* Provided records
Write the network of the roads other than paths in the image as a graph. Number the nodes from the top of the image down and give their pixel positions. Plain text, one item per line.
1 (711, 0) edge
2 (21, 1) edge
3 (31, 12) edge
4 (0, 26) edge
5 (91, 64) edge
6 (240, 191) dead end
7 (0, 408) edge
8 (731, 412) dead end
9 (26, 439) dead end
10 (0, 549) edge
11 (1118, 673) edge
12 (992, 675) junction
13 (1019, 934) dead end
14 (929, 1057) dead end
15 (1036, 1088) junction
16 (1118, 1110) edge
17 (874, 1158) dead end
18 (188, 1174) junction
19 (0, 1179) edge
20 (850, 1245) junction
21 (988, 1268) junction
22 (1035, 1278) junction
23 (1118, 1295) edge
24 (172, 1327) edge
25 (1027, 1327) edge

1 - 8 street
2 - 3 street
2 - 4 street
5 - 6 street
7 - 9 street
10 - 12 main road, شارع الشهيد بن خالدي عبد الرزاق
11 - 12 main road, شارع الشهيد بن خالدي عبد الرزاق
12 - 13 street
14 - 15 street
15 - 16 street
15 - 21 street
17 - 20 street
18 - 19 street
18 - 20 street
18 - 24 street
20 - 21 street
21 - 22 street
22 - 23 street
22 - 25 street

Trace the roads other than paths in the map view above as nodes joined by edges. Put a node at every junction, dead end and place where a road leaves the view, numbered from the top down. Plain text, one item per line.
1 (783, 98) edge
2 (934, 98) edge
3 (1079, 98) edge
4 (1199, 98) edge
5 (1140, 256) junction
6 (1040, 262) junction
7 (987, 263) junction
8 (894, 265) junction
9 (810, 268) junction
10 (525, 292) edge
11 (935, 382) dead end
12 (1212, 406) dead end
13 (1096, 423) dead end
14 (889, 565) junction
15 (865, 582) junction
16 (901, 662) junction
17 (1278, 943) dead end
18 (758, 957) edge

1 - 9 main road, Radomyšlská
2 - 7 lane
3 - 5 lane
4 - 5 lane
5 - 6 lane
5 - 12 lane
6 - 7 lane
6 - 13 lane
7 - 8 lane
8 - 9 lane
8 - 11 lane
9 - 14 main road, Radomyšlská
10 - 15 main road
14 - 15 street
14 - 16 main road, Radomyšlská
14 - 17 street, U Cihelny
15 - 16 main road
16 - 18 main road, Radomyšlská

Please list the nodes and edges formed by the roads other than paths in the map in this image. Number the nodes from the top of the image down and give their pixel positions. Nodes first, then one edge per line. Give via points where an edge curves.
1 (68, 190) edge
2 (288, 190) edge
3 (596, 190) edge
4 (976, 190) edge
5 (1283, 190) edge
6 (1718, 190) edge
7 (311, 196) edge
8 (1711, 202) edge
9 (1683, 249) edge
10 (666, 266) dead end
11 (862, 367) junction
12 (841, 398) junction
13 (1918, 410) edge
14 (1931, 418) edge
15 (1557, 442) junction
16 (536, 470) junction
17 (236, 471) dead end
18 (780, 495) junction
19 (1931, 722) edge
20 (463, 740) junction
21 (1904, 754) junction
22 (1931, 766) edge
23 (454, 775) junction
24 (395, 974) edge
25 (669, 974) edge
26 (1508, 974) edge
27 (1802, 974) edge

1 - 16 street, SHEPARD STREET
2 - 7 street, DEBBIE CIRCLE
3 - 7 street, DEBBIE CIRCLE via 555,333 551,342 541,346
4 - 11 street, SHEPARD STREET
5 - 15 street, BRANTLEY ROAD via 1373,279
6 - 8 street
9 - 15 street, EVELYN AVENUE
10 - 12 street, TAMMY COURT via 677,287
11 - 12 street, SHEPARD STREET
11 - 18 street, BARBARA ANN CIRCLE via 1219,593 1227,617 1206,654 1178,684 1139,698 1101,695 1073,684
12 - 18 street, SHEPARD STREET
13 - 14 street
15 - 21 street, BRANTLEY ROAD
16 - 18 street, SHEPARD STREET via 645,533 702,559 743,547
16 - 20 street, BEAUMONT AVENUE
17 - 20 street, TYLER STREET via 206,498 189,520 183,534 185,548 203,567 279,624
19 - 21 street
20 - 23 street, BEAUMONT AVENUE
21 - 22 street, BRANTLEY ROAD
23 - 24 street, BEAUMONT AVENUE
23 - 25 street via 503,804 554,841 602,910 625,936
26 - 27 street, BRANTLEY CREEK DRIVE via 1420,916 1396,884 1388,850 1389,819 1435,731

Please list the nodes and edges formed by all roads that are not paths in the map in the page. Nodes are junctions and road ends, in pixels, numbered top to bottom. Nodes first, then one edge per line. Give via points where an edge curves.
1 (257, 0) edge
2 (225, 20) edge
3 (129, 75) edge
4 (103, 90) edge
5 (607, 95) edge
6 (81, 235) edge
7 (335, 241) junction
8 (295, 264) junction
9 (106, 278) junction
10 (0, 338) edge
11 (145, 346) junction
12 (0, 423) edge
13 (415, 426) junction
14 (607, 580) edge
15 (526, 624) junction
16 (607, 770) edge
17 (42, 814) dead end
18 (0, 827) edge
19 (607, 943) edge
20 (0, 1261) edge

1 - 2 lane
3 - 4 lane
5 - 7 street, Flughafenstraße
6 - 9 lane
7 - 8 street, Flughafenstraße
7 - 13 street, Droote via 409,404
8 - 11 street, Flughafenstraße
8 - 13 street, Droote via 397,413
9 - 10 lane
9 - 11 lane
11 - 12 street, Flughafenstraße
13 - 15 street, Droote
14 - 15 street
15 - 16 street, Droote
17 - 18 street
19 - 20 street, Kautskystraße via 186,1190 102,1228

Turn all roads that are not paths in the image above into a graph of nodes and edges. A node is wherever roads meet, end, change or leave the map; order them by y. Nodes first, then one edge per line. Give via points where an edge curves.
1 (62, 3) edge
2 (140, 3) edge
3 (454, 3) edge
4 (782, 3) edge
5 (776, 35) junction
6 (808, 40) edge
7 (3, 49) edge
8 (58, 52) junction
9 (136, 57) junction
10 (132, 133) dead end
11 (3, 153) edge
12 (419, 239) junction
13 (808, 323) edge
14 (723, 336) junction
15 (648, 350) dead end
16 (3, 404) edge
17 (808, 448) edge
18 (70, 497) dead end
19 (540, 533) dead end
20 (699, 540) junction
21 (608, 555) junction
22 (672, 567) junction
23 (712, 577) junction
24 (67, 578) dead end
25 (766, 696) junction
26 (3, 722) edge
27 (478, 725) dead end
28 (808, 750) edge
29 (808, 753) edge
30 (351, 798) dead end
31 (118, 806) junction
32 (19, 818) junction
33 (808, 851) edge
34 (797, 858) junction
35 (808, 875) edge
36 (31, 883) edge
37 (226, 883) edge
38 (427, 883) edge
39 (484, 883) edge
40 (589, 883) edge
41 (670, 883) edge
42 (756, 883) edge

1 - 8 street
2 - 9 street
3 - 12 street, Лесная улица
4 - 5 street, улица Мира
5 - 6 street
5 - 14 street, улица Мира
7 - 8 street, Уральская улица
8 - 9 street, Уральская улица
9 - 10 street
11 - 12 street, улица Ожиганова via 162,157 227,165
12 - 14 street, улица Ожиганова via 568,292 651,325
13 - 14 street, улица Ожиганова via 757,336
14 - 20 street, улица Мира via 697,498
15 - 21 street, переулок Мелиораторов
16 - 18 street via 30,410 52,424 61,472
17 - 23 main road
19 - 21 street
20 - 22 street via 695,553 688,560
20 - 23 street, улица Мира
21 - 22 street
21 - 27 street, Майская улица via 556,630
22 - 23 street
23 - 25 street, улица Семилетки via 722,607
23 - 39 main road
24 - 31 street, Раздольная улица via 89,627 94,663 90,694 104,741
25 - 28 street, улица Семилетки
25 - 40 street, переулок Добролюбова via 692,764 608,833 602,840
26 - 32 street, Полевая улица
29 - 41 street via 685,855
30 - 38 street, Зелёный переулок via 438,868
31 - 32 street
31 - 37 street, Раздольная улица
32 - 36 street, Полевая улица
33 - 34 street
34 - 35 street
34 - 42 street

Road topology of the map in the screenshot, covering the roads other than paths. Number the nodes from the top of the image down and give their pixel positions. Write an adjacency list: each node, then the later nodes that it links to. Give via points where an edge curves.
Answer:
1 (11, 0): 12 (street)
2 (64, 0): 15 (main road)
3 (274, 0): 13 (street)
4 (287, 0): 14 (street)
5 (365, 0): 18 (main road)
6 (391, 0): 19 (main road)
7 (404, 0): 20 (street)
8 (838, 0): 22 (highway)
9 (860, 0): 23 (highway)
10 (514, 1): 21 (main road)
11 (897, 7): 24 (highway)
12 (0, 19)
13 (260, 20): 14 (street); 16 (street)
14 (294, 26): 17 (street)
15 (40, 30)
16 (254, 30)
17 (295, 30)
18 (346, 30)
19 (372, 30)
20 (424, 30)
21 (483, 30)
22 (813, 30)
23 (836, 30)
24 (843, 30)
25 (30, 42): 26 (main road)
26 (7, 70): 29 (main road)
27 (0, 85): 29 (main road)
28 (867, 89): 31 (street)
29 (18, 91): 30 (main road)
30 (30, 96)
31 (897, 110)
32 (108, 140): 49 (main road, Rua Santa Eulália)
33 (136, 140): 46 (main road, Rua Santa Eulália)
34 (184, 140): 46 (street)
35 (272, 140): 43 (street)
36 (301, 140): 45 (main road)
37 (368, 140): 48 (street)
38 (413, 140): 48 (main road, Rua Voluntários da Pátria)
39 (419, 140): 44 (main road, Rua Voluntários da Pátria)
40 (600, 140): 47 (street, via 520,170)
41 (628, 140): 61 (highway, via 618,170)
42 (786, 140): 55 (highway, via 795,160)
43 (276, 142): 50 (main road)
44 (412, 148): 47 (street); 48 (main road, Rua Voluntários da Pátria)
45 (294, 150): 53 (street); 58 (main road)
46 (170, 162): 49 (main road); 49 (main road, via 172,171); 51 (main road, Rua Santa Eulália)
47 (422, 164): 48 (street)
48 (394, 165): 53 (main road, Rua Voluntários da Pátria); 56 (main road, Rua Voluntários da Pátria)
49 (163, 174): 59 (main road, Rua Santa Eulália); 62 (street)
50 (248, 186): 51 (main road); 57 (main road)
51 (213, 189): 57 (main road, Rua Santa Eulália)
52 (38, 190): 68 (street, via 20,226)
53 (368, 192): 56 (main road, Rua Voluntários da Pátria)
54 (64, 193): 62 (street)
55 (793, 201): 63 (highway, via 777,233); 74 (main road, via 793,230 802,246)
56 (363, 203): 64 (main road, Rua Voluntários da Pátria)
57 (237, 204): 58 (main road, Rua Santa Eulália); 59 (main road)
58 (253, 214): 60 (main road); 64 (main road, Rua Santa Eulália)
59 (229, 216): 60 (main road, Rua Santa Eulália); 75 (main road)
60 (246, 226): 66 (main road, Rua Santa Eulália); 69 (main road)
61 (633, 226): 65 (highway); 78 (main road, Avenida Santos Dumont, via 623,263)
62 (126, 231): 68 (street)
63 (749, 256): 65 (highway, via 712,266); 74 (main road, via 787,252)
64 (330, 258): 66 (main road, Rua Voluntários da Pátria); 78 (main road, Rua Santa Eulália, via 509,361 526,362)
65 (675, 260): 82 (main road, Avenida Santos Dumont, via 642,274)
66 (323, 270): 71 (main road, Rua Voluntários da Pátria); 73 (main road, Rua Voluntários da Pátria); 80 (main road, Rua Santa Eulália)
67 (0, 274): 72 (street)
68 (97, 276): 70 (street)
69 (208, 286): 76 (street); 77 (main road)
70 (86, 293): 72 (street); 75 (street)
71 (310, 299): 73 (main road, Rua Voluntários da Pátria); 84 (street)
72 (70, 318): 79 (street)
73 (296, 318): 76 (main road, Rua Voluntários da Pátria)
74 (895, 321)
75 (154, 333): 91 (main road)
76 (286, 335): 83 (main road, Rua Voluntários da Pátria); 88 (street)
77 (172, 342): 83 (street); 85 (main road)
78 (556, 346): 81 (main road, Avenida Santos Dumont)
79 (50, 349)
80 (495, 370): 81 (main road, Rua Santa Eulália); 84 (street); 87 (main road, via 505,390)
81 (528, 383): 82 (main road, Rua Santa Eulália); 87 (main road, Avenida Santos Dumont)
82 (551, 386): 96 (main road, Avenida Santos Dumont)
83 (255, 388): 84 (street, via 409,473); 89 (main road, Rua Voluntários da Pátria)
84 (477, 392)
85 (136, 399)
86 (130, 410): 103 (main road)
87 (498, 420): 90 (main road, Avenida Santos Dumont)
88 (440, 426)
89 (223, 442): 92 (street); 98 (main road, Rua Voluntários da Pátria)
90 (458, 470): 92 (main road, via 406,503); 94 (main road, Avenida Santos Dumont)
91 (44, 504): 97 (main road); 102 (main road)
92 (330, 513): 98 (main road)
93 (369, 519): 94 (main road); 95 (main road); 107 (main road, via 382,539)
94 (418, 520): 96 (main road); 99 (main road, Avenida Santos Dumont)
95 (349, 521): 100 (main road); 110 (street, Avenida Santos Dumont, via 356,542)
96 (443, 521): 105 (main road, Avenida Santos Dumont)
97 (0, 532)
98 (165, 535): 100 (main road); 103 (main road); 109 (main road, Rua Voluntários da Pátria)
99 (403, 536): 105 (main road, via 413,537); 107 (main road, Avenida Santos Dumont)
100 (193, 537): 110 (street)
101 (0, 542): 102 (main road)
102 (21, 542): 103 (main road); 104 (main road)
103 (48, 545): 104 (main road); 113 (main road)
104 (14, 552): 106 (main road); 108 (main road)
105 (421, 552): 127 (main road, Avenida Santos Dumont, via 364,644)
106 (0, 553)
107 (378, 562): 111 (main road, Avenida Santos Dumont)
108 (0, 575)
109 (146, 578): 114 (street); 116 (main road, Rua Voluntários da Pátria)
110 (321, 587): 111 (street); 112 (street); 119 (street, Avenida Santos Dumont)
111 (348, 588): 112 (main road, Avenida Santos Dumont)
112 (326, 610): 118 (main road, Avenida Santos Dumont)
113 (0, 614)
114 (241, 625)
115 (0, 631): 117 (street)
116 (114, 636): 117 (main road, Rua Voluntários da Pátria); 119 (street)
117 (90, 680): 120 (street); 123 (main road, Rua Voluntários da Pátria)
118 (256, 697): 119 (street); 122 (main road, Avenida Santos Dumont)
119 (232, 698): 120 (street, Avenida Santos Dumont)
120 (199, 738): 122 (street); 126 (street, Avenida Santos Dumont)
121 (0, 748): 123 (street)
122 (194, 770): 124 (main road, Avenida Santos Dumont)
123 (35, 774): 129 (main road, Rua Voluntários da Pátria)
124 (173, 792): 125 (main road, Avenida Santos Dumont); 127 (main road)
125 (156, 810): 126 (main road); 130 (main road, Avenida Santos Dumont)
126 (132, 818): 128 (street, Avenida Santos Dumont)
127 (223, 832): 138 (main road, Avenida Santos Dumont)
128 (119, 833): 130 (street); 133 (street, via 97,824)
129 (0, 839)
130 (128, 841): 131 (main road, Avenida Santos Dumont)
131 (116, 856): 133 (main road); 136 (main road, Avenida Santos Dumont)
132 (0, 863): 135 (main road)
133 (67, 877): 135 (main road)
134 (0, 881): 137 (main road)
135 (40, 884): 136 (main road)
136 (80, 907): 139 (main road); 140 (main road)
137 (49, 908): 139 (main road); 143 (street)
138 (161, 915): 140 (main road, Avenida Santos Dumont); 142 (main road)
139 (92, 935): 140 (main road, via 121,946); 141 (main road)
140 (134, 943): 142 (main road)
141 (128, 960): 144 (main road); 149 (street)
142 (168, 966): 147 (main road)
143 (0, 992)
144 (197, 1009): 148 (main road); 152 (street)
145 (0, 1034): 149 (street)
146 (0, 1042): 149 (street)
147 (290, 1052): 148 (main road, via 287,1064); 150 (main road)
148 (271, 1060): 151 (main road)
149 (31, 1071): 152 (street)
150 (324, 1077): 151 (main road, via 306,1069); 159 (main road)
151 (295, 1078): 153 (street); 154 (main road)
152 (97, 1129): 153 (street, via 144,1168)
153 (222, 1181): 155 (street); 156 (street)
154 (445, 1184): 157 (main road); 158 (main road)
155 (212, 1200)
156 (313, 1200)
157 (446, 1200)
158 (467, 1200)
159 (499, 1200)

* What is needed
The response must consist solely of the number of lines in the listing above that contain "than".

* Solution to the problem
4